_DATA IN THIS EXERCISE_:
——————————

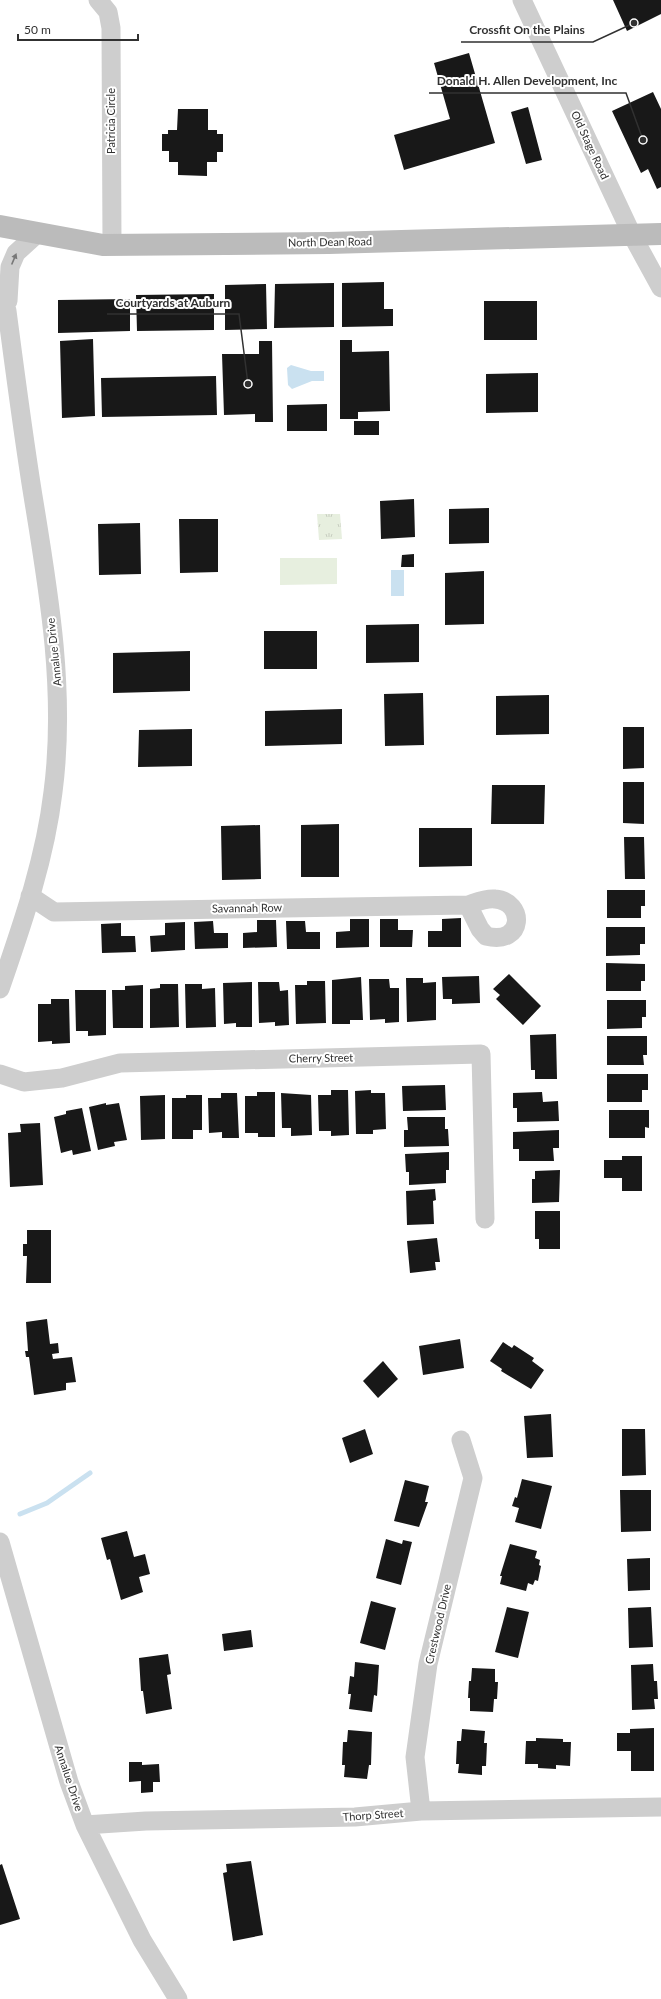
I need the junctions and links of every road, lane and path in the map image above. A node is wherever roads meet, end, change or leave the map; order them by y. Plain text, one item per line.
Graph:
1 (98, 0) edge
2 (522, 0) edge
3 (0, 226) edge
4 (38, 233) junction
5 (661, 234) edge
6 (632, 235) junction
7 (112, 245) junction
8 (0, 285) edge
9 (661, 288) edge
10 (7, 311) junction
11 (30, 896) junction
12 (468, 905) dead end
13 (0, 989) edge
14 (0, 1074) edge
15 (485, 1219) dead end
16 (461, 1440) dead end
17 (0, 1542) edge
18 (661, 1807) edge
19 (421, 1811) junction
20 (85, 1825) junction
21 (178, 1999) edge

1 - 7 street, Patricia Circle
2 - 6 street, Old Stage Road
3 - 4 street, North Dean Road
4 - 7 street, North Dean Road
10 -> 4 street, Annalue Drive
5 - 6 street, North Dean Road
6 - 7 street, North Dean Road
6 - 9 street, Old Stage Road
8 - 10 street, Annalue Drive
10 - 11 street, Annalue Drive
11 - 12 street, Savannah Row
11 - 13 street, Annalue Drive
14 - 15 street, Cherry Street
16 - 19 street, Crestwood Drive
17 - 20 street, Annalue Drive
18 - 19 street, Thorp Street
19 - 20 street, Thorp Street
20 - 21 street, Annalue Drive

——————————

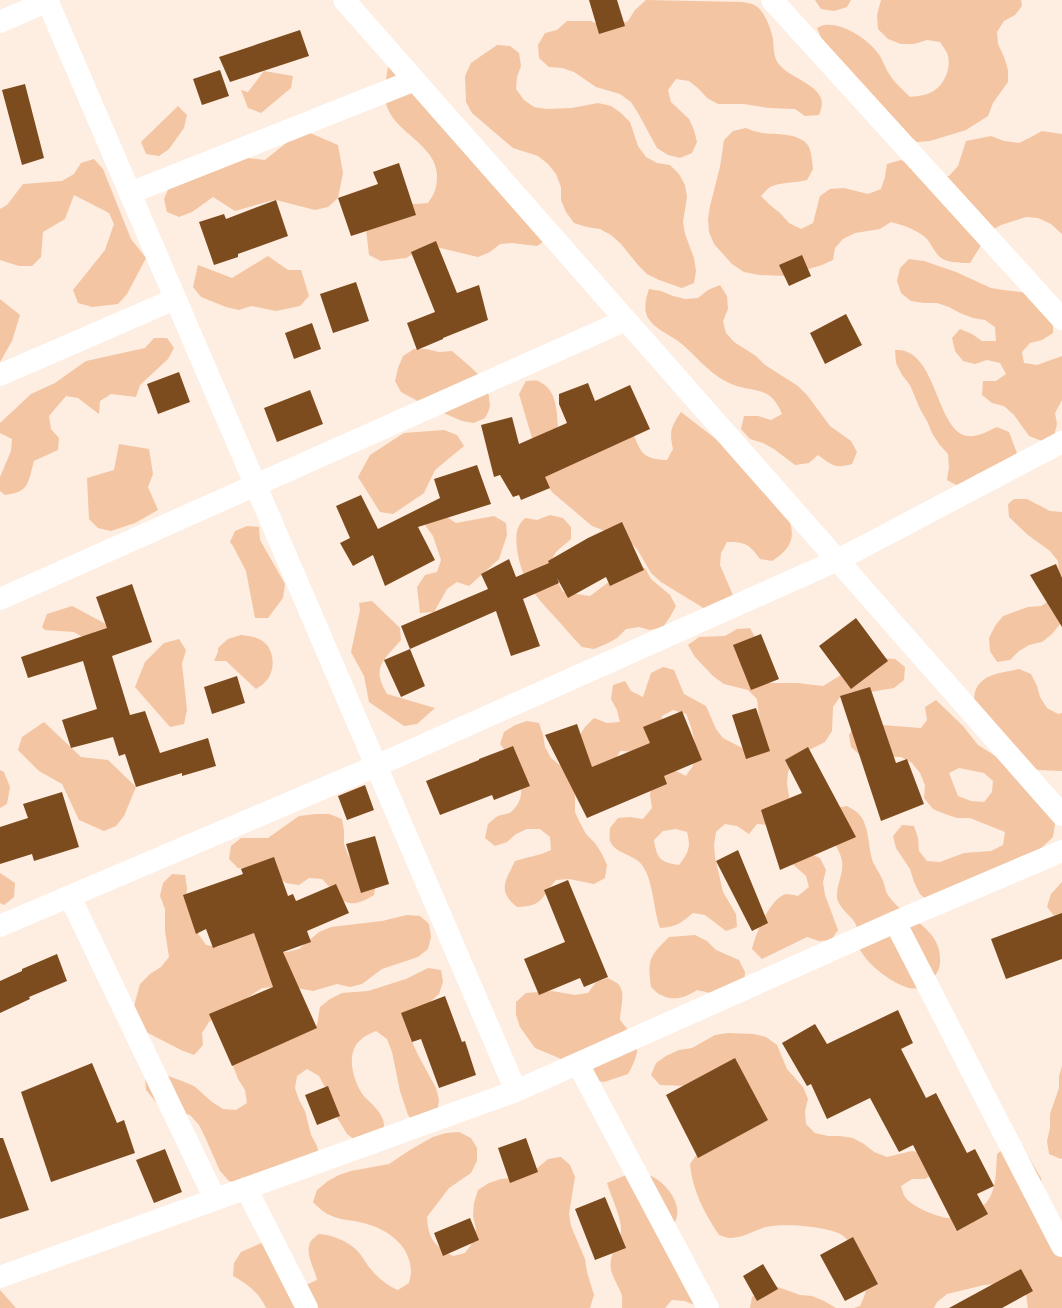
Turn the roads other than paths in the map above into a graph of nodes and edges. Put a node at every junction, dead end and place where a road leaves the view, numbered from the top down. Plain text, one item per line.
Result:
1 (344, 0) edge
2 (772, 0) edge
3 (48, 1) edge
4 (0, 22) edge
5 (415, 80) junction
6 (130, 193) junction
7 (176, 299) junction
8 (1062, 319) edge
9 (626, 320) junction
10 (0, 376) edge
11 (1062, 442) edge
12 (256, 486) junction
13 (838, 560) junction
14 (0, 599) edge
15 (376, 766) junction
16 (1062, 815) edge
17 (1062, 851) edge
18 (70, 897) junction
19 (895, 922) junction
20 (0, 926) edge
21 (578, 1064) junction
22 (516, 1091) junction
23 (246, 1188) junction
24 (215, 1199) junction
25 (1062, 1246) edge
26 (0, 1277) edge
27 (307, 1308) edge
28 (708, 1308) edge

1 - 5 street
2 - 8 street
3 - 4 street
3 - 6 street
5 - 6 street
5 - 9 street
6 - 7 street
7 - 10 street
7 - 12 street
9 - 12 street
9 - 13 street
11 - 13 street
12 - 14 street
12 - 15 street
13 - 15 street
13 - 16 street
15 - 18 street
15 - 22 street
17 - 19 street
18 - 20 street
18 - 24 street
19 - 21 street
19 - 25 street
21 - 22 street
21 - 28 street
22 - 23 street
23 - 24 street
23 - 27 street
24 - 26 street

——————————

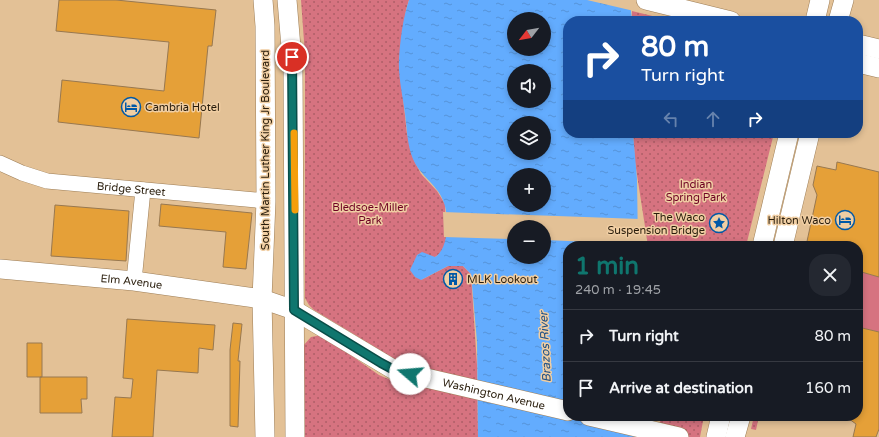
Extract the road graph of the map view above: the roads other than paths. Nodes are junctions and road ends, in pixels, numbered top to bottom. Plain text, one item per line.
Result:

——————————

_PROBLEM STATEMENT_:
Please copy out each line of the listing above that contains the string "Plain".

_FINISHED EXERCISE_:
I need the junctions and links of every road, lane and path in the map image above. A node is wherever roads meet, end, change or leave the map; order them by y. Plain text, one item per line.
Turn the roads other than paths in the map above into a graph of nodes and edges. Put a node at every junction, dead end and place where a road leaves the view, numbered from the top down. Plain text, one item per line.
Extract the road graph of the map view above: the roads other than paths. Nodes are junctions and road ends, in pixels, numbered top to bottom. Plain text, one item per line.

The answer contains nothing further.